La impunidad ante la enormidad y la escandalosa evidencia de la
relación de los grupos políticos dominantes con el crimen organizado
tal y como ha salido a relucir en los últimos años en Michoacán,
Guerrero y Tamaulipas es un hecho inobjetable. Los únicos que pueden
ser beneficiados por este remolino de violencia terrible son aquellos
quienes hoy día se siguen enriqueciendo, directa o indirectamente, más
y más: la oligarquía local y extranjera. Es posible construir la
deseable paz social a condición de cambiar radicalmente el orden
político establecido. La crisis actual solamente tiene su alternativa
dentro de un programa anticapitalista, antiimperialista y socialista
iniciando por la lucha de un gobierno de los trabajadores del campo y
la ciudad.

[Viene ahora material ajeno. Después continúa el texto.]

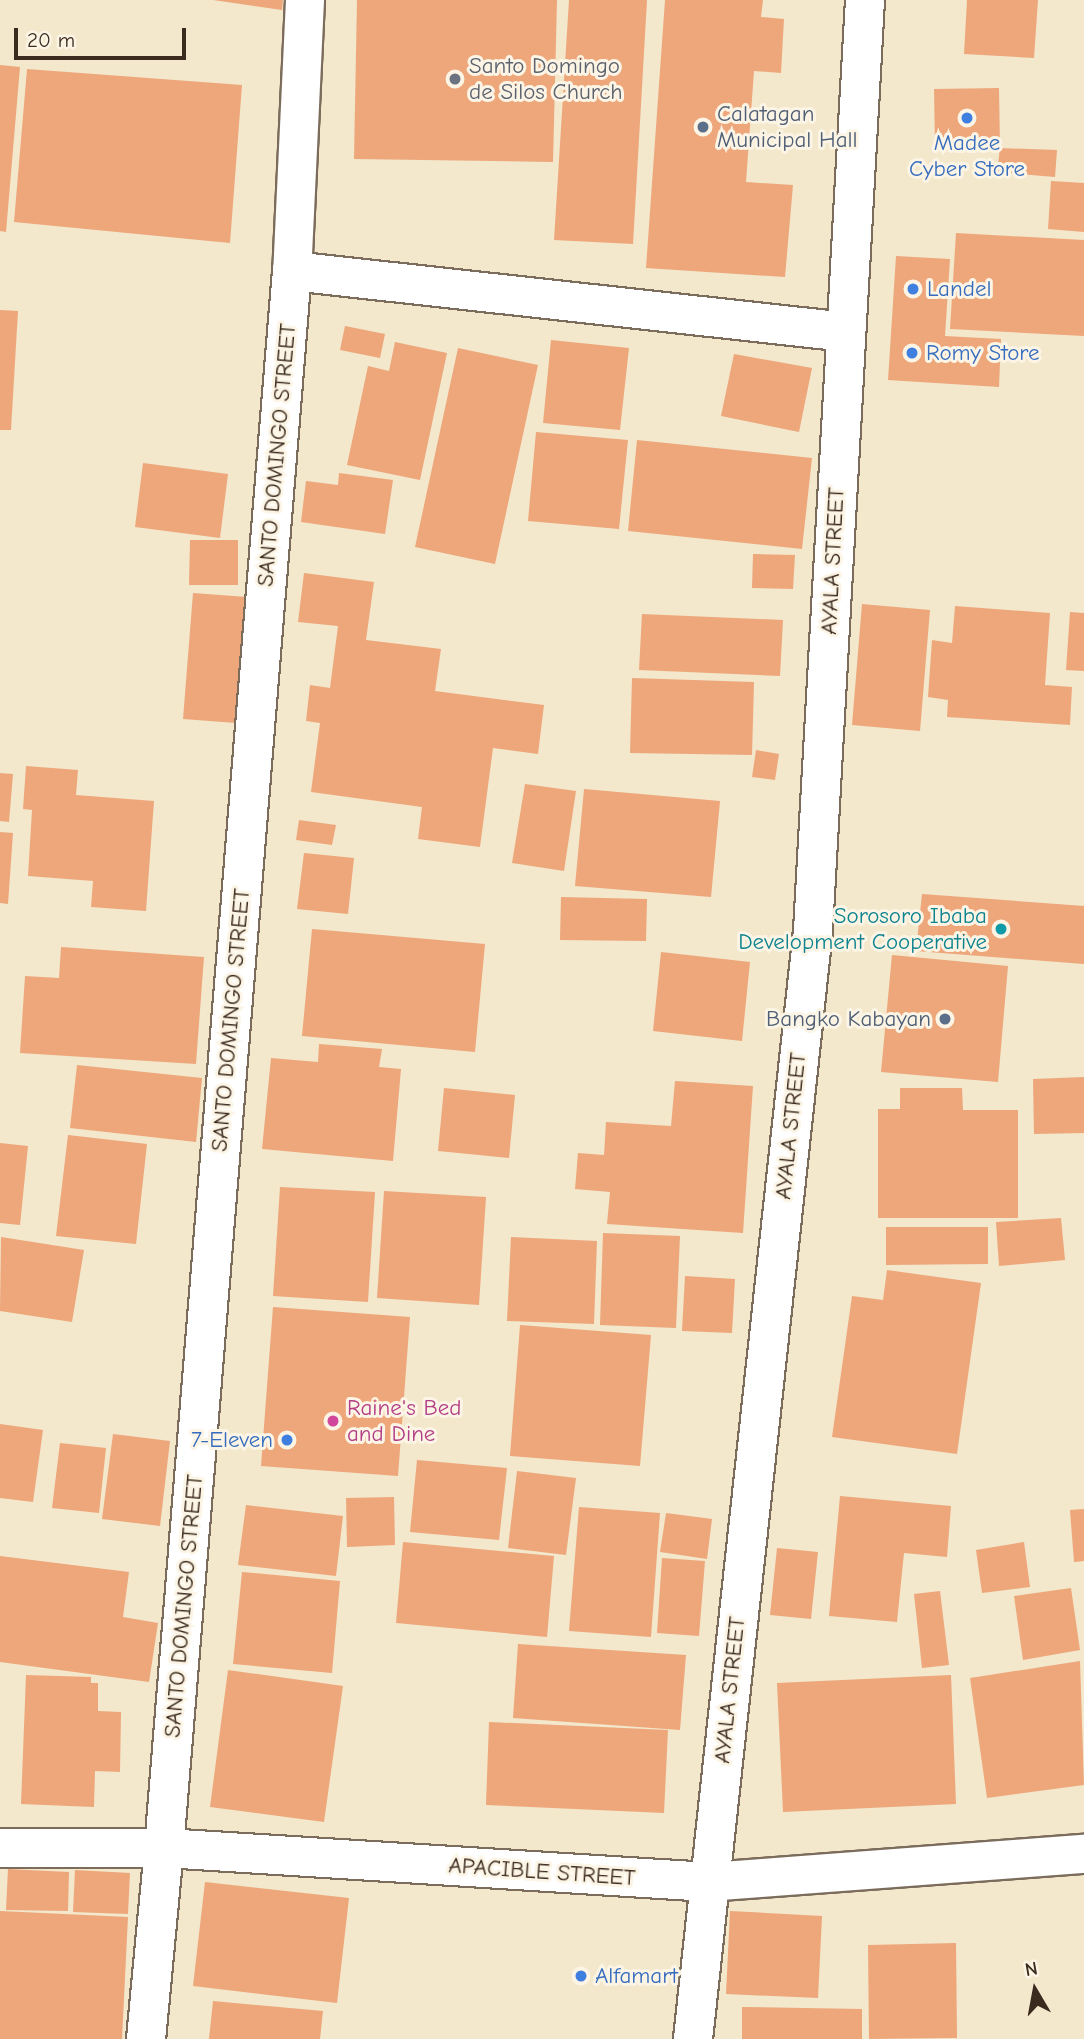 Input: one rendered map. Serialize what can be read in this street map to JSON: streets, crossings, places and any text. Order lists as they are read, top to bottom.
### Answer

Se trata de la construcción de una democracia radical
–totalmente ajena al autoritarismo de mafias burocráticas corruptas de
un estalinismo y lombardismo trasnochados o de ilusiones electorales
mesiánicas caudillescas– donde el poder y el dinero se vayan
desvaneciendo con base a un humanismo revolucionario ¿Sueños utópicos?
Probablemente, pero podemos materializarlos a condición de creer
firmemente en ellos en el principio esperanza (Ernest Bloch, 1885–1977].